化学療法は、がん細胞だけでなく、正常な細胞にも影響が及んでしまう(ダメージを受けてしまう)ので、見方を帰れば細胞に対する毒薬ともいえてしまうのです。また、脱毛等の副作用に苦しめられるし、当然免疫機能も低下します。

 最悪のケースとしては、投与した抗がん剤から逃れたがん細胞が変異をして、別の形で身体を蝕むことになるということです。

③放射線療法

放射線療法の場合

 放射線療法は、がん細胞が正常細胞に比べ放射線に弱い性質を利用し、病巣部に放射線を照射するという治療です。

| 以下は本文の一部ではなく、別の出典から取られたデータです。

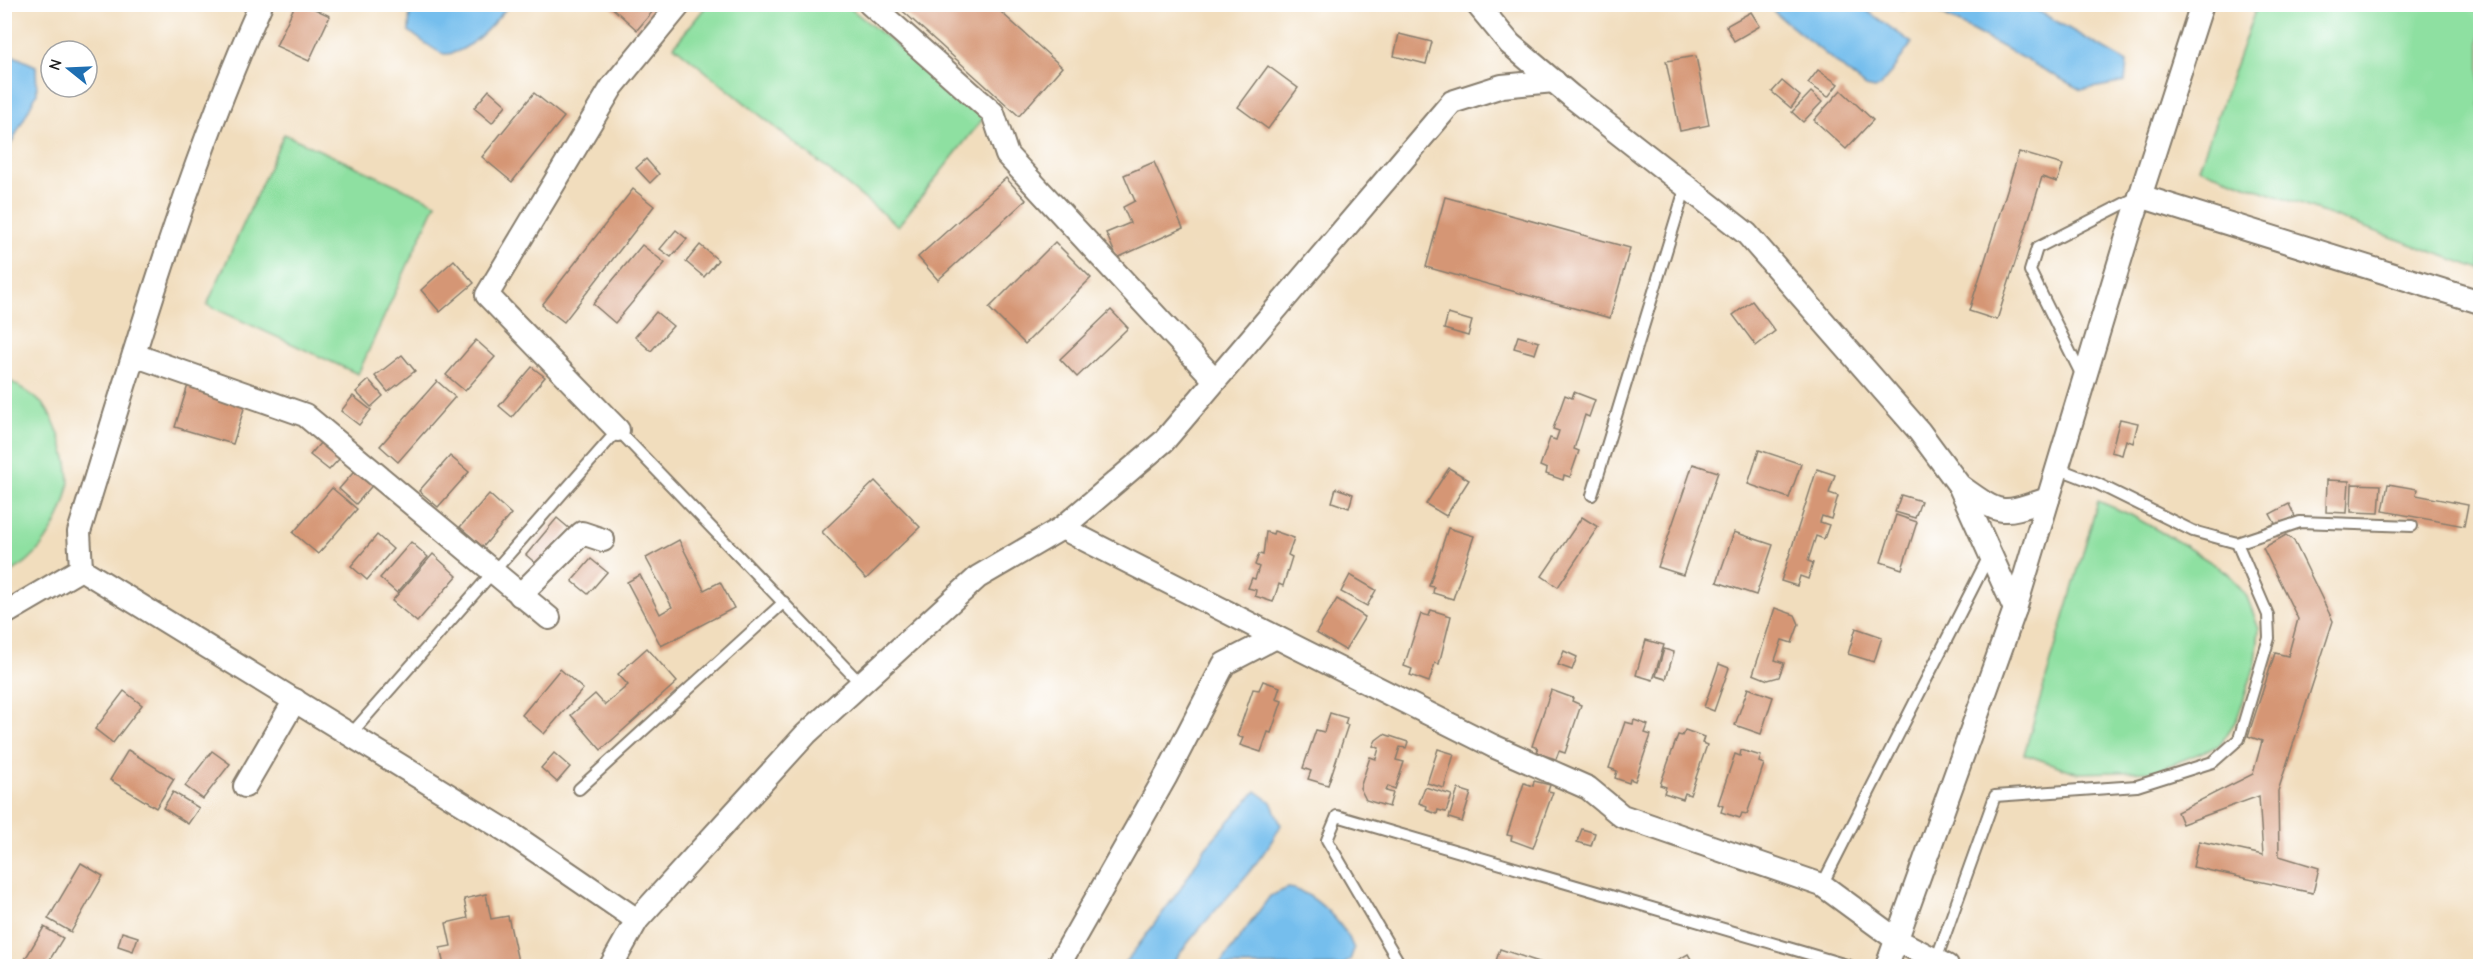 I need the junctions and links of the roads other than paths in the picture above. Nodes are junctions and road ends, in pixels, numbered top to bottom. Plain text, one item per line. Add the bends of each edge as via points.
1 (261, 4) edge
2 (680, 4) edge
3 (870, 4) edge
4 (1477, 4) edge
5 (2202, 4) edge
6 (1554, 81) junction
7 (1686, 186) junction
8 (2140, 196) junction
9 (2481, 302) edge
10 (134, 355) junction
11 (1215, 380) junction
12 (2084, 380) junction
13 (618, 430) junction
14 (2057, 468) junction
15 (1959, 485) junction
16 (1592, 495) dead end
17 (2048, 499) junction
18 (2412, 526) dead end
19 (1062, 528) junction
20 (603, 540) dead end
21 (2237, 543) junction
22 (1990, 553) junction
23 (81, 569) junction
24 (520, 595) junction
25 (784, 602) junction
26 (2015, 609) junction
27 (4, 614) edge
28 (549, 618) dead end
29 (1276, 637) junction
30 (861, 684) junction
31 (294, 700) junction
32 (350, 735) junction
33 (245, 786) dead end
34 (579, 789) dead end
35 (1822, 885) junction
36 (637, 920) junction
37 (1896, 940) junction
38 (1941, 963) edge
39 (611, 966) edge
40 (1058, 966) edge
41 (1401, 966) edge
42 (1850, 966) edge
43 (1887, 966) edge

1 - 10 street via 224,87
2 - 13 street via 612,87 487,295
3 - 11 street via 993,113 1007,155
4 - 6 street via 1510,44
5 - 8 street
6 - 7 street
6 - 11 street via 1502,86 1452,102
7 - 15 street via 1747,234 1919,431
7 - 16 lane
8 - 9 street
8 - 12 street
8 - 12 lane via 2037,248 2030,271
10 - 23 street via 79,532
10 - 24 street via 305,416
11 - 19 street via 1164,441
12 - 14 street
13 - 25 lane
13 - 32 lane
14 - 17 street
14 - 21 lane via 2098,483 2193,531
15 - 17 street via 1993,510 2013,510
15 - 22 street
17 - 26 street
18 - 21 lane via 2301,522
19 - 29 street
19 - 30 street via 978,577
20 - 24 street via 582,533
21 - 38 lane via 2268,615 2269,638 2238,739 2213,762 2137,786 1995,796
22 - 26 street
22 - 35 lane
23 - 27 street
23 - 31 street
24 - 28 street
25 - 30 lane
25 - 34 lane
26 - 37 street
29 - 35 street via 1493,746 1588,788 1622,816
29 - 40 street via 1224,664 1146,814
30 - 36 street via 806,734
31 - 32 street
31 - 33 street
32 - 36 street via 513,835
35 - 37 street
36 - 39 street
37 - 38 street
37 - 43 street
41 - 42 lane via 1327,840 1337,816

 放射線治療は、患者さんへの身体への負担が少なく、臓器の機能や形態を温存しながら治療ができるとは言われるものの、組織を再生する幹細胞も破壊することになるため、がん細胞の消滅に成功したとしても、何かしらの機能障害(大きくいえば後遺症)が起こってしまうことも少なくありません。

光免疫療法まとめ

  ①〜③では、その治療について端的な説明とデメリットについて触れましたが。これらを集約すると、治療によってがんが寛解したとしても身体が以前の状態に戻ることはないということです。
(ただし、勿論従来の「がんの三大治療」によって、救われている命も沢山あり、日々発展を遂げていることは勿論、念頭において頂きたい。)

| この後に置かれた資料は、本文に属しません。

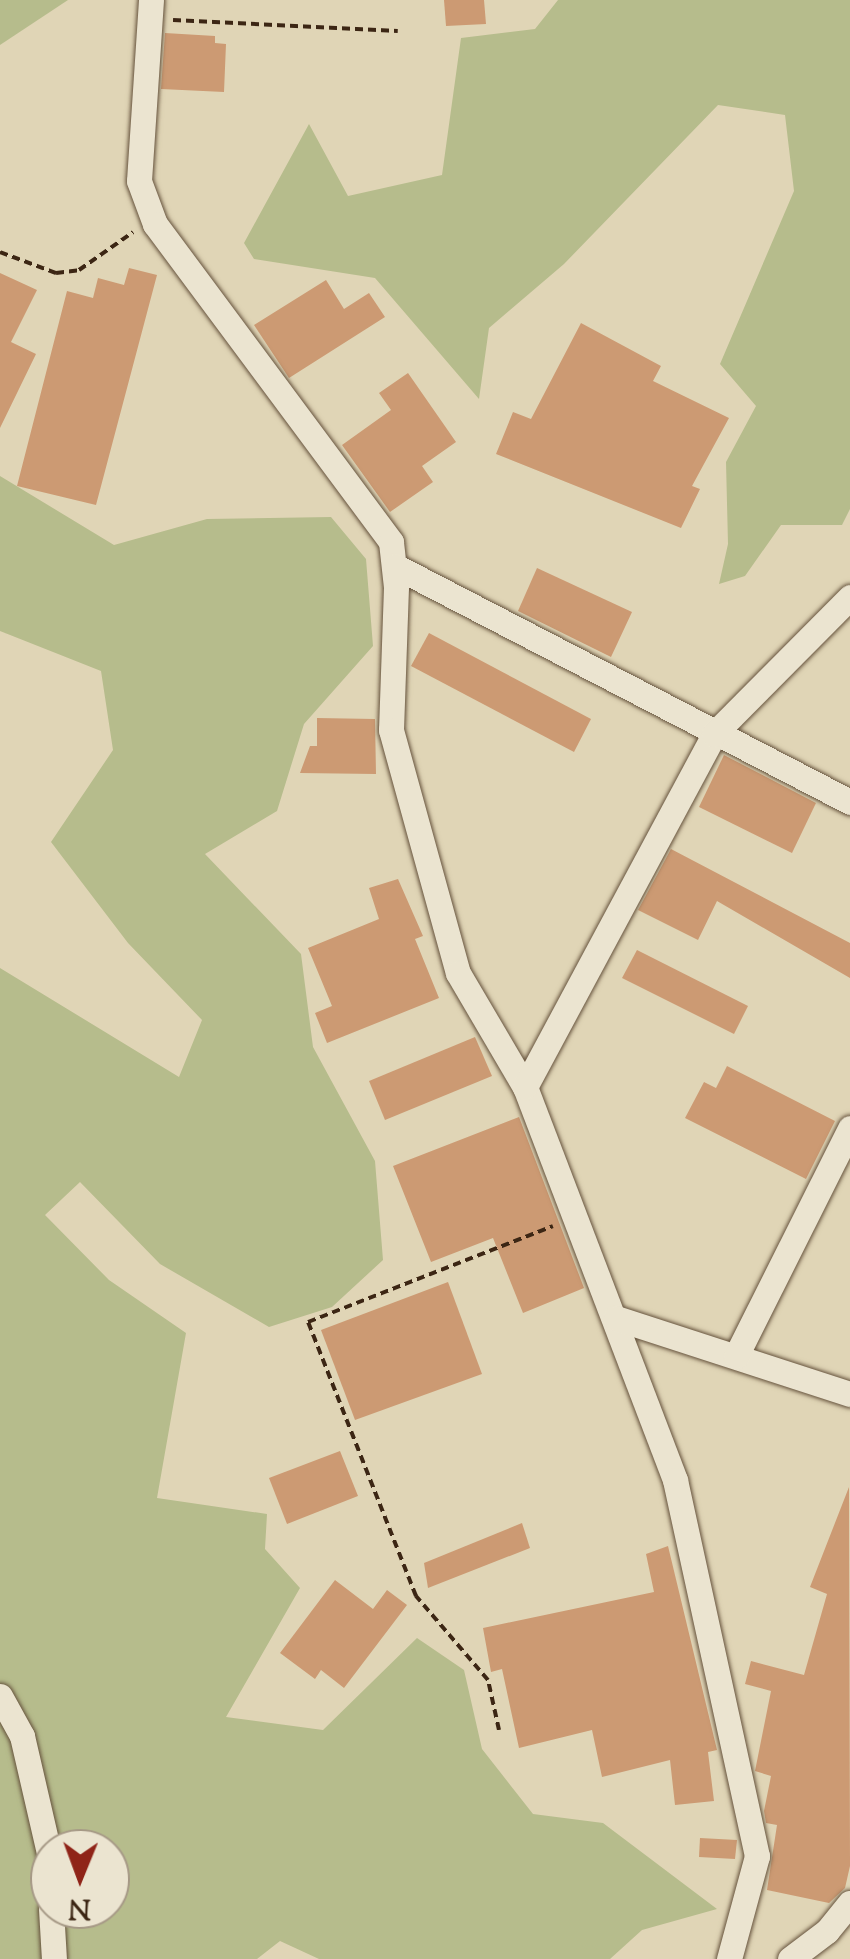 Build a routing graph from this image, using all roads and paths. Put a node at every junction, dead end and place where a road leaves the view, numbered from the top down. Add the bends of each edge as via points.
1 (151, 9) edge
2 (398, 31) dead end
3 (153, 218) junction
4 (0, 252) edge
5 (395, 566) junction
6 (850, 598) edge
7 (714, 734) junction
8 (850, 802) edge
9 (525, 1087) junction
10 (850, 1128) edge
11 (576, 1217) junction
12 (616, 1318) junction
13 (736, 1356) junction
14 (850, 1394) edge
15 (0, 1696) edge
16 (498, 1730) dead end
17 (44, 1829) edge
18 (850, 1903) edge
19 (52, 1929) edge
20 (54, 1959) edge
21 (728, 1959) edge
22 (790, 1959) edge

1 - 2 path
1 - 3 street via 139,181
3 - 4 path via 80,270 56,274
3 - 5 street via 364,499 391,542
5 - 7 street
5 - 9 street via 388,688 400,774 458,973
6 - 7 street
7 - 8 street
7 - 9 street
9 - 11 street
10 - 13 street
11 - 12 street
11 - 16 path via 308,1322 416,1596 488,1680
12 - 13 street
12 - 21 street via 691,1536 757,1856
13 - 14 street
15 - 17 street via 22,1736
18 - 22 street
19 - 20 street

 一見かなり雑な比較になってしまいますが、これらのデメリットを極限まで覆した治療が光免疫療法なのです。
 以下では、光免疫療法のメカニズムについて言及していきます。

 光免疫療法は、『がん細胞限定にくっつく抗体を利用し、この抗体へ近赤外線を照射することによって化学反応を引き起こす物質(IR700)を搭載して、静脈注射にて体内へ送り込む』といった仕組みです。

 上記の抗体は、がん細胞の膜の表面に現れるタンパク質の抗原にしっかり付着するので、そこを目印にして近赤外線を照射すると中のIR700に化学反応が起こり、それによってがん細胞に傷をつけることができます。そしてその傷ついた場所へ外部から水の流入によって、がん細胞が膨張し、やがて容積的にも耐えられなくなって、風船の破裂ようにがん細胞が破壊されるという仕組みになっています。

 因みに、細胞の部位や薬剤の影響等によって変動はありますが、一万程度の傷がつけば、がん細胞は破壊できることが分かっています。
 要約すると、光免疫療法は、『細胞を包んでいる膜を化学物質の反応を利用して破り、細胞を破壊する』ことを選択的に行っている療法であるといえます。